- _Problem to solve_:
Lines to restate from the data below: from the one containing "wrist: (332, 285)" to the one containing "pinky tip: (245, 230)", both included. Give them again exactly, and only them.

Entries taken from a collection:
********

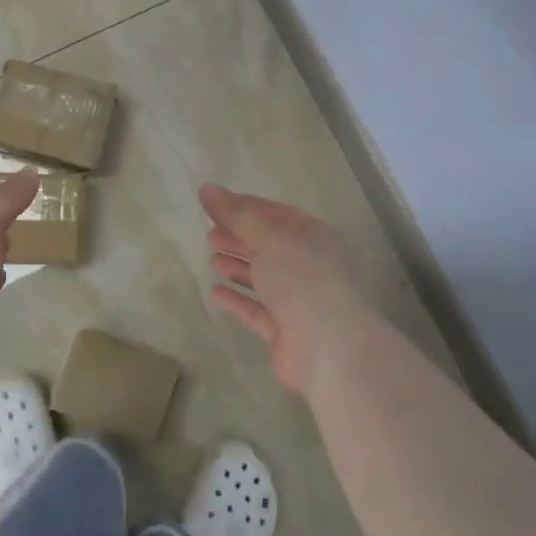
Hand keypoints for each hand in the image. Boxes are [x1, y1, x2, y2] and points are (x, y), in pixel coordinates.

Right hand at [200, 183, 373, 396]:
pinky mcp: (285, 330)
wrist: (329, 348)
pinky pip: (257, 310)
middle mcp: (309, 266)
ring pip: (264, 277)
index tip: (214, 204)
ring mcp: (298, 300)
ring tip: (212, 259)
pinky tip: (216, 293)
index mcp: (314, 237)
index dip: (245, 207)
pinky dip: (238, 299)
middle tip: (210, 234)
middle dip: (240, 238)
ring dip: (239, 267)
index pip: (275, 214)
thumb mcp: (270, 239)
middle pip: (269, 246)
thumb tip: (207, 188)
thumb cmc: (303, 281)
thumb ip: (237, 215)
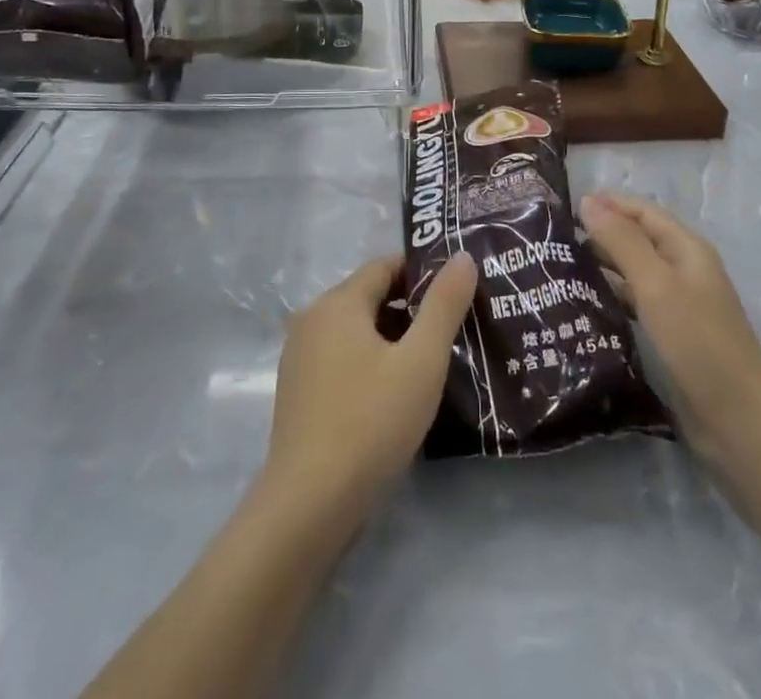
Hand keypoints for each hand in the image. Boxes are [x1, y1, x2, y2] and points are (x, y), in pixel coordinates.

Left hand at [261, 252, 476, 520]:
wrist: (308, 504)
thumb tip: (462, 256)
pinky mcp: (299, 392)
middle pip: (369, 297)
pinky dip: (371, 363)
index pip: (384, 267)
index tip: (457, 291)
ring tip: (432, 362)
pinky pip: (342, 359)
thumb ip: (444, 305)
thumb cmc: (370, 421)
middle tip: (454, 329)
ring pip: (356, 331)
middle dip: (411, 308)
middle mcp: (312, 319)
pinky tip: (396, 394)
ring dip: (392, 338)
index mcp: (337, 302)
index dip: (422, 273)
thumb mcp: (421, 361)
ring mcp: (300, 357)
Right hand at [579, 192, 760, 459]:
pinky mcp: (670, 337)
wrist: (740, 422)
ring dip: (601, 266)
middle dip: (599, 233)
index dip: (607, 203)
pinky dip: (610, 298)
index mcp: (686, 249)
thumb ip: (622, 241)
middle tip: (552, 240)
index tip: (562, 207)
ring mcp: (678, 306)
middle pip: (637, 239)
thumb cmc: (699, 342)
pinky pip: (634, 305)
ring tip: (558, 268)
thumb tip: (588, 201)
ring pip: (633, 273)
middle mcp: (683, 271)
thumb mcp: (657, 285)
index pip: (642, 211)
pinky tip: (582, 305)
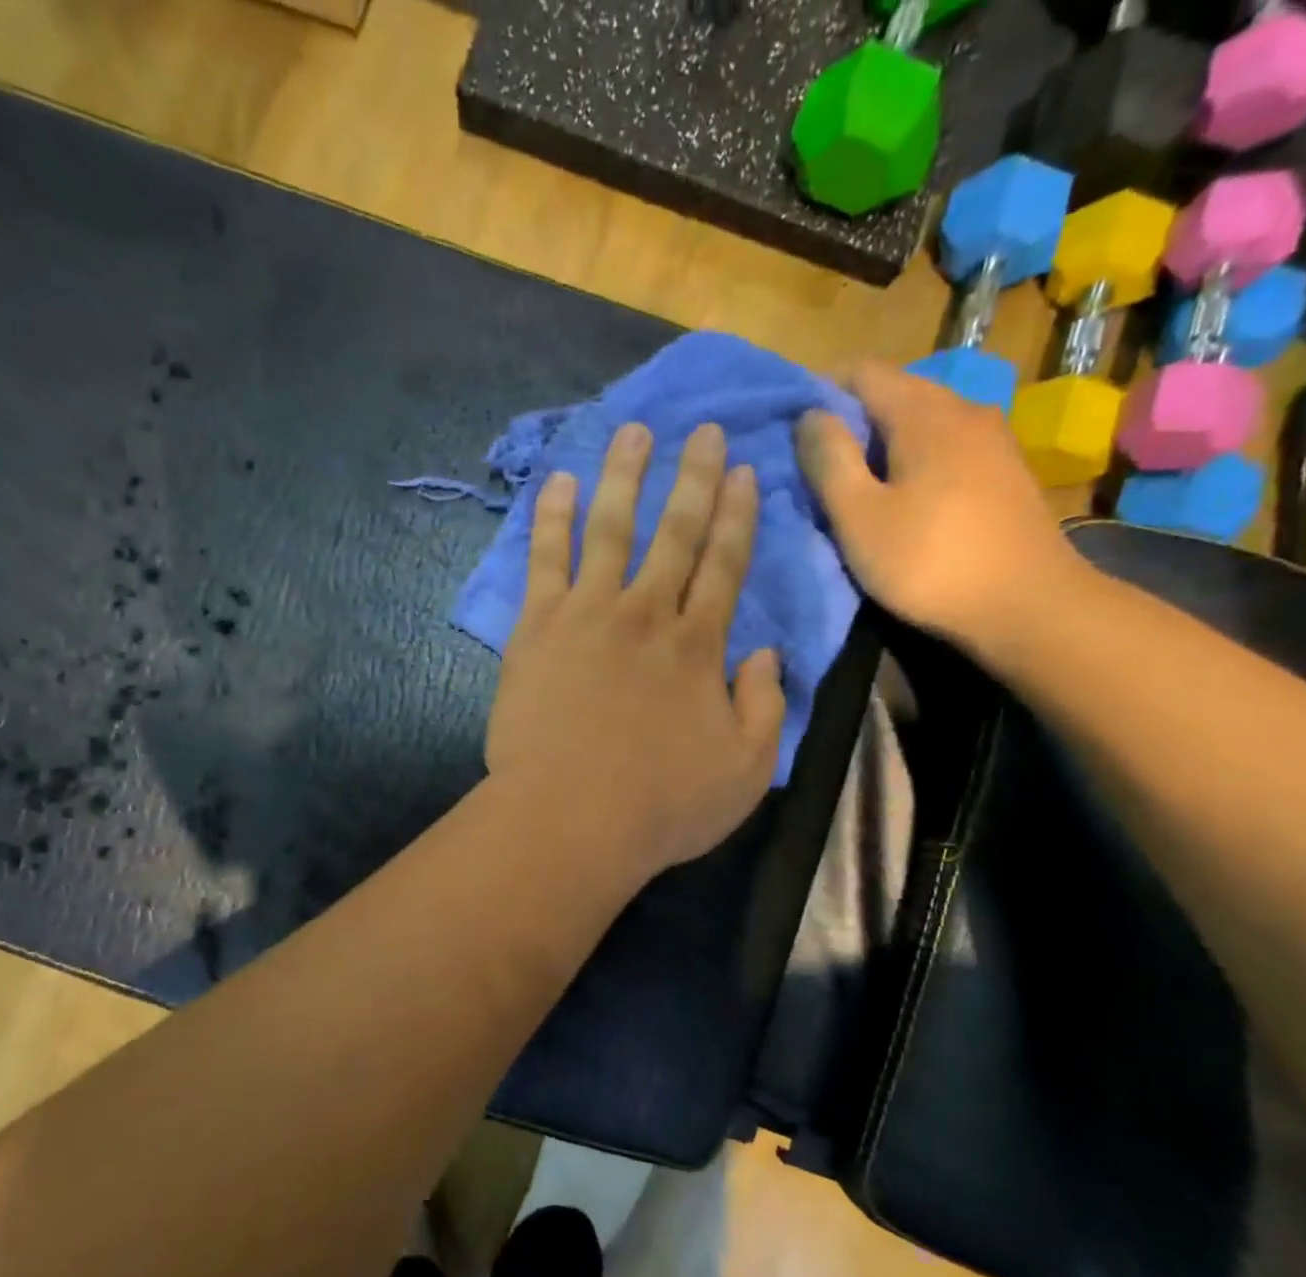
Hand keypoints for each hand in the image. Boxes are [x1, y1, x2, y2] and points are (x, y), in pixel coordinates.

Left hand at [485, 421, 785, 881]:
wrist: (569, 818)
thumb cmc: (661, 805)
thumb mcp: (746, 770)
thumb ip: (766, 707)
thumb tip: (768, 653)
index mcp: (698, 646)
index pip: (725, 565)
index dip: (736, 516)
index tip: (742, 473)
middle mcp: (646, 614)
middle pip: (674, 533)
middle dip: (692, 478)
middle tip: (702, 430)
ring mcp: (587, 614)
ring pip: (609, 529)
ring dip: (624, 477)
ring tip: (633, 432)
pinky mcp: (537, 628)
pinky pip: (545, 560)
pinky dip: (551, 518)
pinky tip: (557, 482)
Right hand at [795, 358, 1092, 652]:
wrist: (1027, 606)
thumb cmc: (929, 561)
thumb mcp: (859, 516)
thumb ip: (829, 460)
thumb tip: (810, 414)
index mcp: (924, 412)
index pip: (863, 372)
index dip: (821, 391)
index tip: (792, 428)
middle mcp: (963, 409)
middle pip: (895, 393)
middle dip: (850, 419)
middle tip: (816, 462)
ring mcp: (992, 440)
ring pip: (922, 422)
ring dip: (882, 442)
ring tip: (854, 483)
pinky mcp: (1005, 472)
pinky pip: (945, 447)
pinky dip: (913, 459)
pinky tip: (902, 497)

********

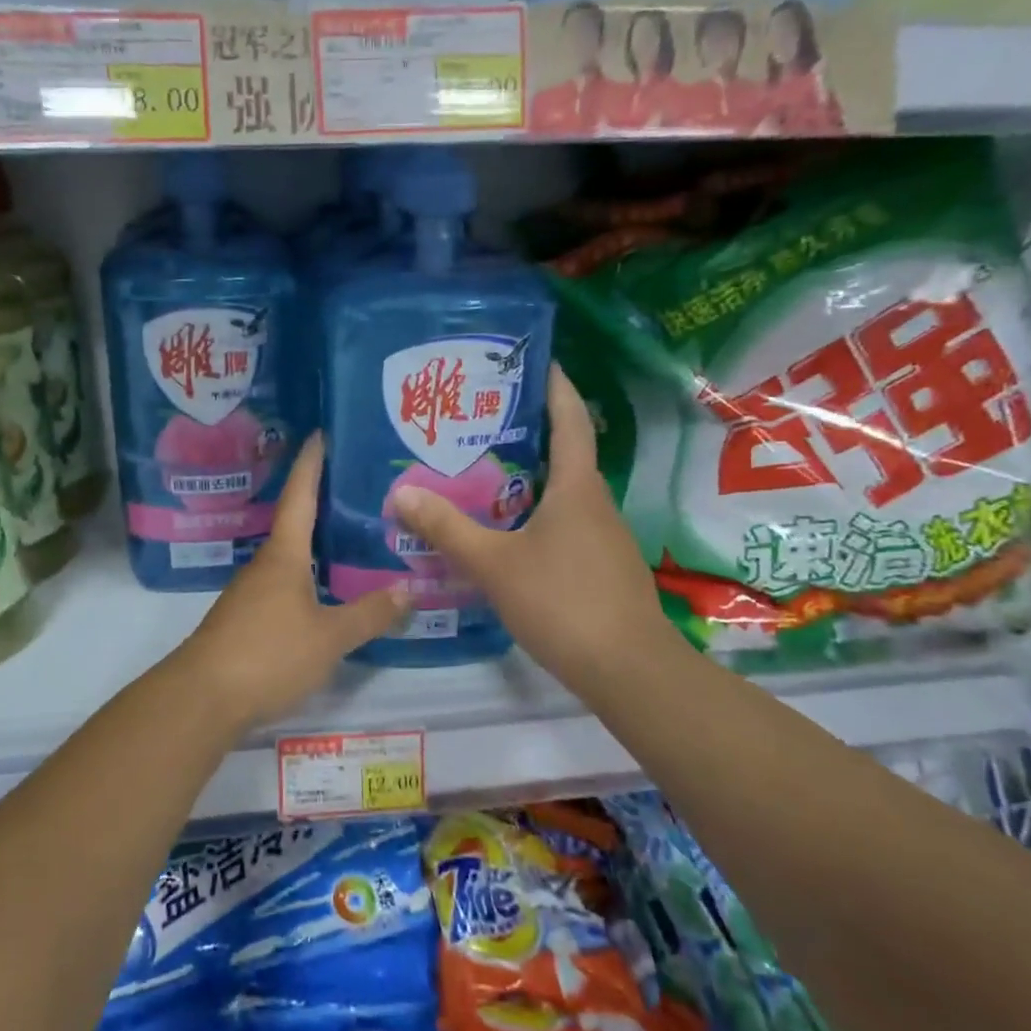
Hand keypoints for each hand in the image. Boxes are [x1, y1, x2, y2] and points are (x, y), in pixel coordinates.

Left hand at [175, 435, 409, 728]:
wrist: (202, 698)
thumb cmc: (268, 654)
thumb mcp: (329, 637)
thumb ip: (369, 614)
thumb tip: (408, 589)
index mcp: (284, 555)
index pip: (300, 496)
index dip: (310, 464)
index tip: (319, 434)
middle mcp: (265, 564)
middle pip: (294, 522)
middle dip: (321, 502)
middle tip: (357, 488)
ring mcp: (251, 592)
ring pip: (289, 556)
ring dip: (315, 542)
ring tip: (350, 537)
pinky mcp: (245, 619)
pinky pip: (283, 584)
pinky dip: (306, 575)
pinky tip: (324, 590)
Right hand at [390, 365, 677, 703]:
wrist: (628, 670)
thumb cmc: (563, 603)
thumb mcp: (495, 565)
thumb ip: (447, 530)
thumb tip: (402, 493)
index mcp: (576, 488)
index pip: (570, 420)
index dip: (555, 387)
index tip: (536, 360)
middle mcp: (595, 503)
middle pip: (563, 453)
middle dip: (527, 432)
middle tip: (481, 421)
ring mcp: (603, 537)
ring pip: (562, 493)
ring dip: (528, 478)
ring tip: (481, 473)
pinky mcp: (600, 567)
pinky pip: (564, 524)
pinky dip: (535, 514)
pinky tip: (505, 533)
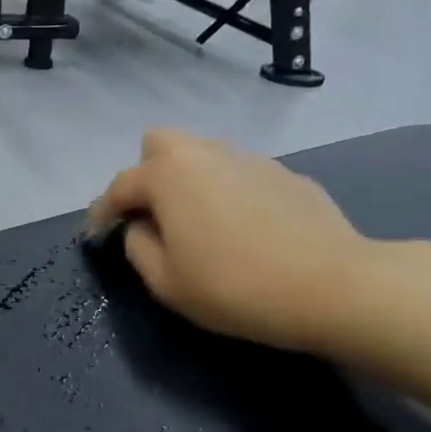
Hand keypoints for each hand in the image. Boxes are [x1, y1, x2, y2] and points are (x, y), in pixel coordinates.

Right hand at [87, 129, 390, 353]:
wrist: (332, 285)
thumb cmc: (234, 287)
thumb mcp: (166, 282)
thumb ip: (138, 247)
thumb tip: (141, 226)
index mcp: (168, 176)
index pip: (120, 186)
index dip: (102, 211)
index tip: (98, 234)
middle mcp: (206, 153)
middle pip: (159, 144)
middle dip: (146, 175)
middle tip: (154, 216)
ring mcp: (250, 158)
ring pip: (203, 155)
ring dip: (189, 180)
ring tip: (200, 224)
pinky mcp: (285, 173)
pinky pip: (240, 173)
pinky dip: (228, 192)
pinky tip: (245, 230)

********

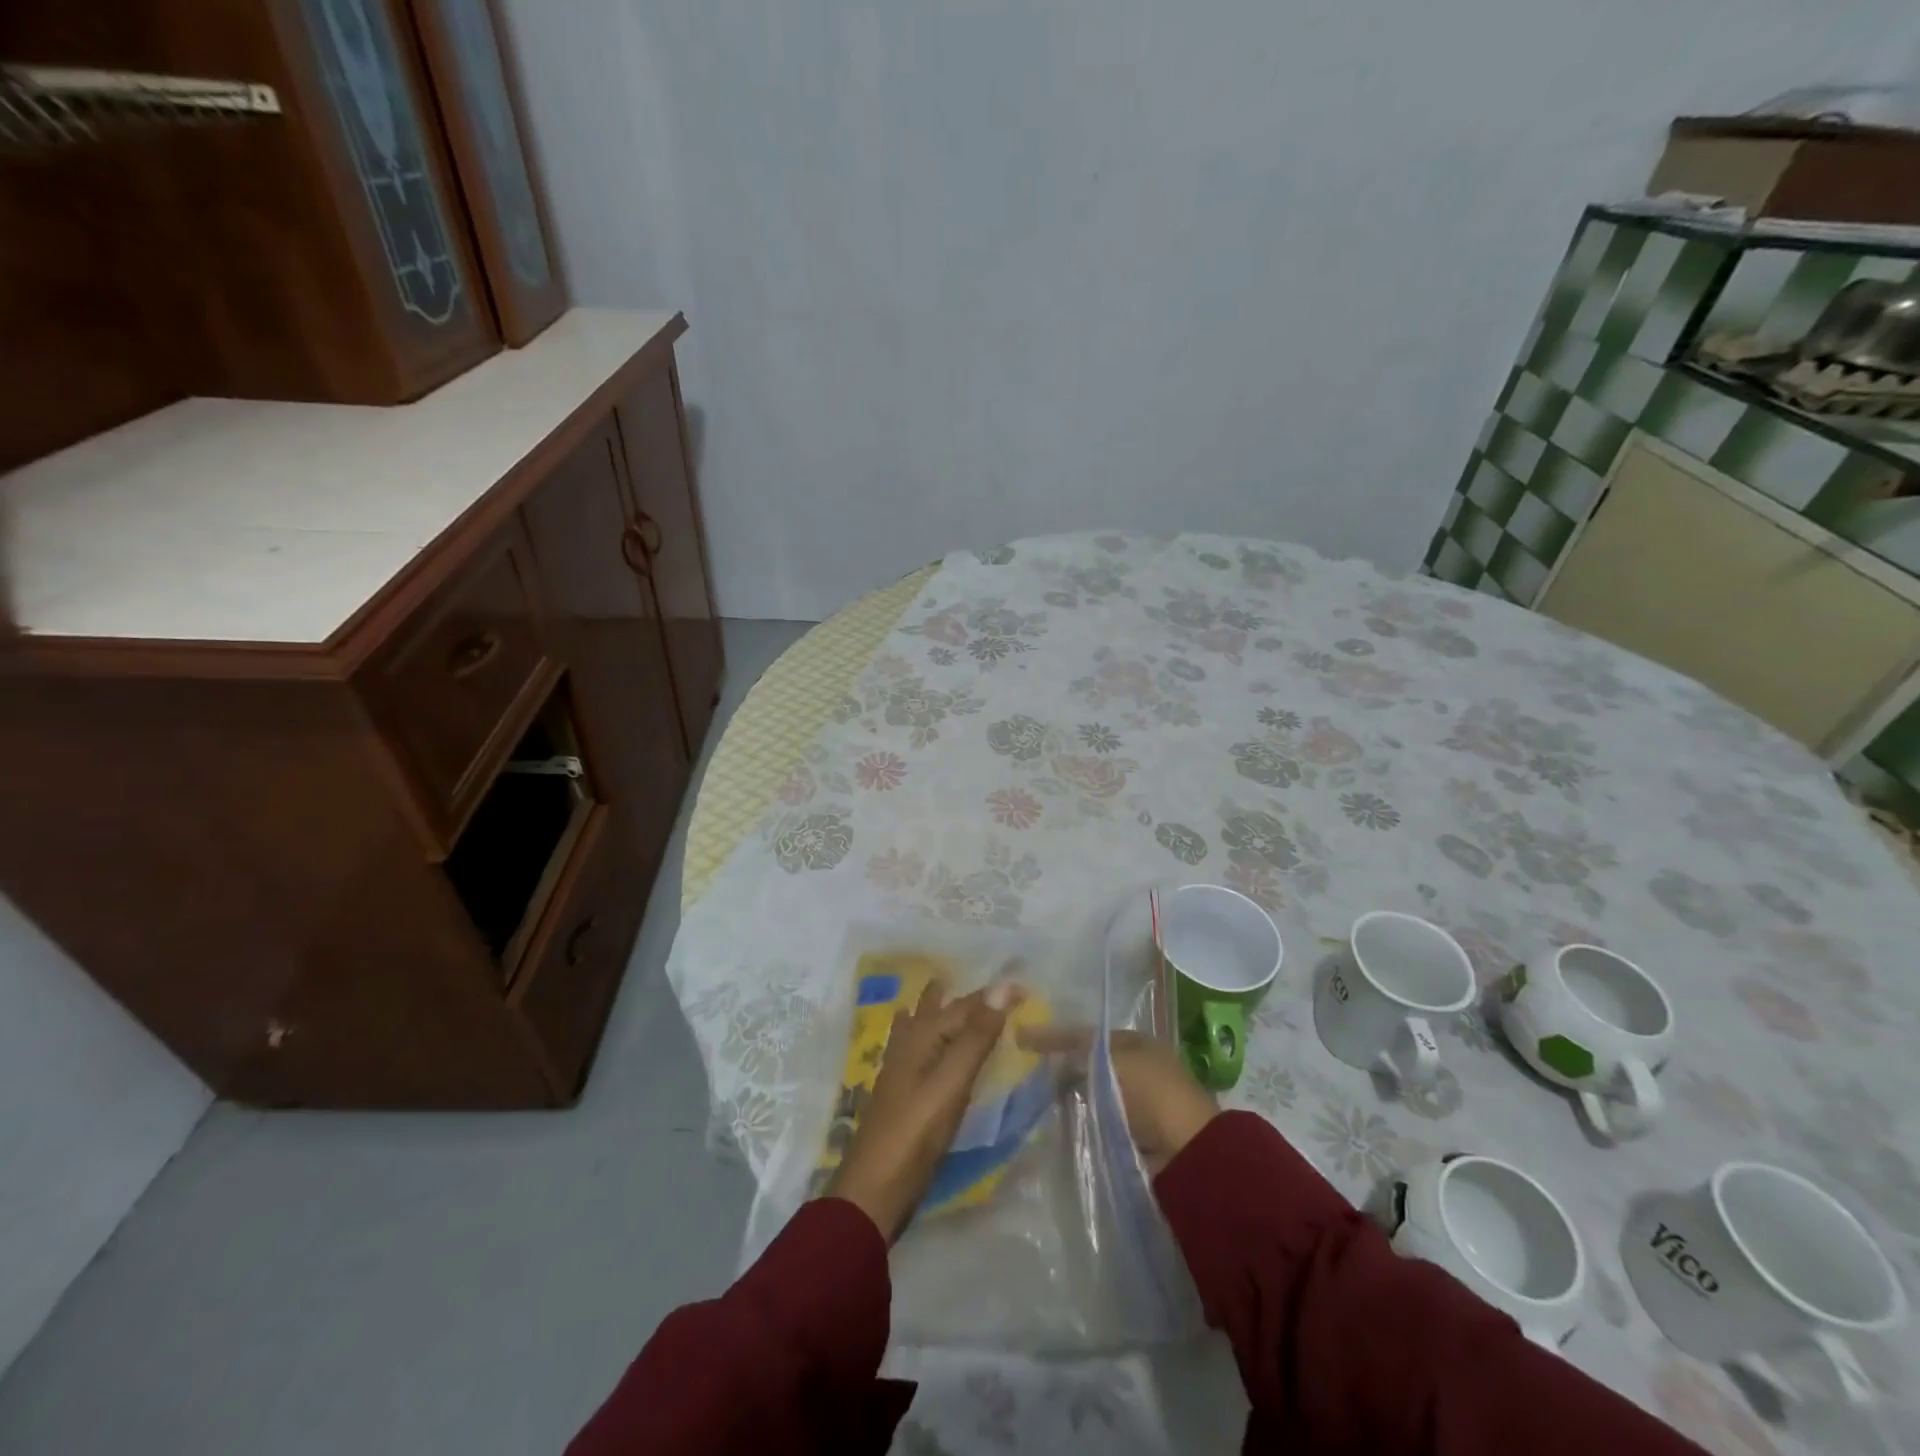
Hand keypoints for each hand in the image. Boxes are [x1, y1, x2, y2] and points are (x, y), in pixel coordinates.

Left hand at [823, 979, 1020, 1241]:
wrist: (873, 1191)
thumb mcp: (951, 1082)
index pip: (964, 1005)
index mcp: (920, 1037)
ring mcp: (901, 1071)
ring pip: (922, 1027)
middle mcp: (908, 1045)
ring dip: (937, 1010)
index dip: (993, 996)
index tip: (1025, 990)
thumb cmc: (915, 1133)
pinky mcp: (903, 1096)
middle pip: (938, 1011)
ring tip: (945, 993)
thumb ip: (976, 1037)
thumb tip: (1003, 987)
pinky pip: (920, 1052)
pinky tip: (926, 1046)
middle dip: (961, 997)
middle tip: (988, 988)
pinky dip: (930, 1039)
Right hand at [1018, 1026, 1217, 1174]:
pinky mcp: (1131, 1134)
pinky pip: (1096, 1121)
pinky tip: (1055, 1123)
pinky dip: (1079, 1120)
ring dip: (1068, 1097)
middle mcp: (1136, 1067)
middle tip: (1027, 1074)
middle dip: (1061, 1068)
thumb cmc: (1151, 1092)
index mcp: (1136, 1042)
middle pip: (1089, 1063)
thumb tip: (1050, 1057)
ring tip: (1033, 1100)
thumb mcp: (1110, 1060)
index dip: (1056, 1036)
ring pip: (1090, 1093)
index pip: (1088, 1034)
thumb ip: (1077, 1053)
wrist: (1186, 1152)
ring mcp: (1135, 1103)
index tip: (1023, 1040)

********

- _Solution to this problem_:
wrist: (332, 285)
thumb cmc: (234, 287)
thumb mcp: (166, 282)
thumb ip: (138, 247)
thumb tip: (141, 226)
index mcp: (168, 176)
index pip: (120, 186)
index dip: (102, 211)
index tip: (98, 234)
middle mcp: (206, 153)
middle pip: (159, 144)
middle dip: (146, 175)
middle tip: (154, 216)
ring mcp: (250, 158)
ring pip: (203, 155)
ring dip: (189, 180)
ring tip: (200, 224)
pinky mcp: (285, 173)
pinky pip: (240, 173)
pinky dip: (228, 192)
pinky tip: (245, 230)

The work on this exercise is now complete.